Collected data entries:
▬▬▬▬▬▬▬▬▬▬

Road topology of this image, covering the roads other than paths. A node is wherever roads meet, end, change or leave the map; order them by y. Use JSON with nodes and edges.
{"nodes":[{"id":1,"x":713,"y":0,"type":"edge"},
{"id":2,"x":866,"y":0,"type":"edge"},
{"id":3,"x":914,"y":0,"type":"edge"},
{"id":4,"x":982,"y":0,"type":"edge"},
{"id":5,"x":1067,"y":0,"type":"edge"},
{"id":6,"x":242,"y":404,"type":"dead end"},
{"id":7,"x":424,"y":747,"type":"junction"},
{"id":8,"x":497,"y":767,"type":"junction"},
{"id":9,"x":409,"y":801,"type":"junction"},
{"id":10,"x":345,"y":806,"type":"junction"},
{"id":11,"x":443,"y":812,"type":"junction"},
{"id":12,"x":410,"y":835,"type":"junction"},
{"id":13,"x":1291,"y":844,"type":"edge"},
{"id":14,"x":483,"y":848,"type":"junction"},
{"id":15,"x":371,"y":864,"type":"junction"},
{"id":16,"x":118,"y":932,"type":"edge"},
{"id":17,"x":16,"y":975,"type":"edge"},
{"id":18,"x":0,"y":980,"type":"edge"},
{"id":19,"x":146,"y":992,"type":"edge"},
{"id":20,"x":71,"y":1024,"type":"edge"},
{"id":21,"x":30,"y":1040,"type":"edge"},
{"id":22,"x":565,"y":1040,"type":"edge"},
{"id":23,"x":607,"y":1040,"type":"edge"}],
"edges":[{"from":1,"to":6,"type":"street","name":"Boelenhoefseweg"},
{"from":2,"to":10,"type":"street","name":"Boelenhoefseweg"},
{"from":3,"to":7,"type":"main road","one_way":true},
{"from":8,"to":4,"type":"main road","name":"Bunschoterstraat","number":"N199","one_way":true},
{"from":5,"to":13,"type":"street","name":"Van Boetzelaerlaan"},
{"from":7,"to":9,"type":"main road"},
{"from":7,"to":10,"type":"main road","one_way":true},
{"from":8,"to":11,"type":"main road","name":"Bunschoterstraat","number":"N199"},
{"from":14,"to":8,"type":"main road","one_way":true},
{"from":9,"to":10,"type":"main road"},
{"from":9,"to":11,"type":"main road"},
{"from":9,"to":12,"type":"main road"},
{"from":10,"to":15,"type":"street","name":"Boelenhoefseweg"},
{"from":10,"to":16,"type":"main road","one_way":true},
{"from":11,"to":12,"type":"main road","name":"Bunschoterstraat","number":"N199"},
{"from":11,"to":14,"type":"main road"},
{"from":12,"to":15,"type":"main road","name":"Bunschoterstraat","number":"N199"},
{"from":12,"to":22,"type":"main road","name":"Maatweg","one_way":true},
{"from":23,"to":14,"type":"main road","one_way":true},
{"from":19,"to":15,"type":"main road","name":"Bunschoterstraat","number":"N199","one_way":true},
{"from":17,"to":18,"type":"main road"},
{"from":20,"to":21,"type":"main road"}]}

▬▬▬▬▬▬▬▬▬▬

▸ **Task requirements**
The required output is each line of the entries that contains the word "true".

▸ **Task answer**
{"from":3,"to":7,"type":"main road","one_way":true},
{"from":8,"to":4,"type":"main road","name":"Bunschoterstraat","number":"N199","one_way":true},
{"from":7,"to":10,"type":"main road","one_way":true},
{"from":14,"to":8,"type":"main road","one_way":true},
{"from":10,"to":16,"type":"main road","one_way":true},
{"from":12,"to":22,"type":"main road","name":"Maatweg","one_way":true},
{"from":23,"to":14,"type":"main road","one_way":true},
{"from":19,"to":15,"type":"main road","name":"Bunschoterstraat","number":"N199","one_way":true},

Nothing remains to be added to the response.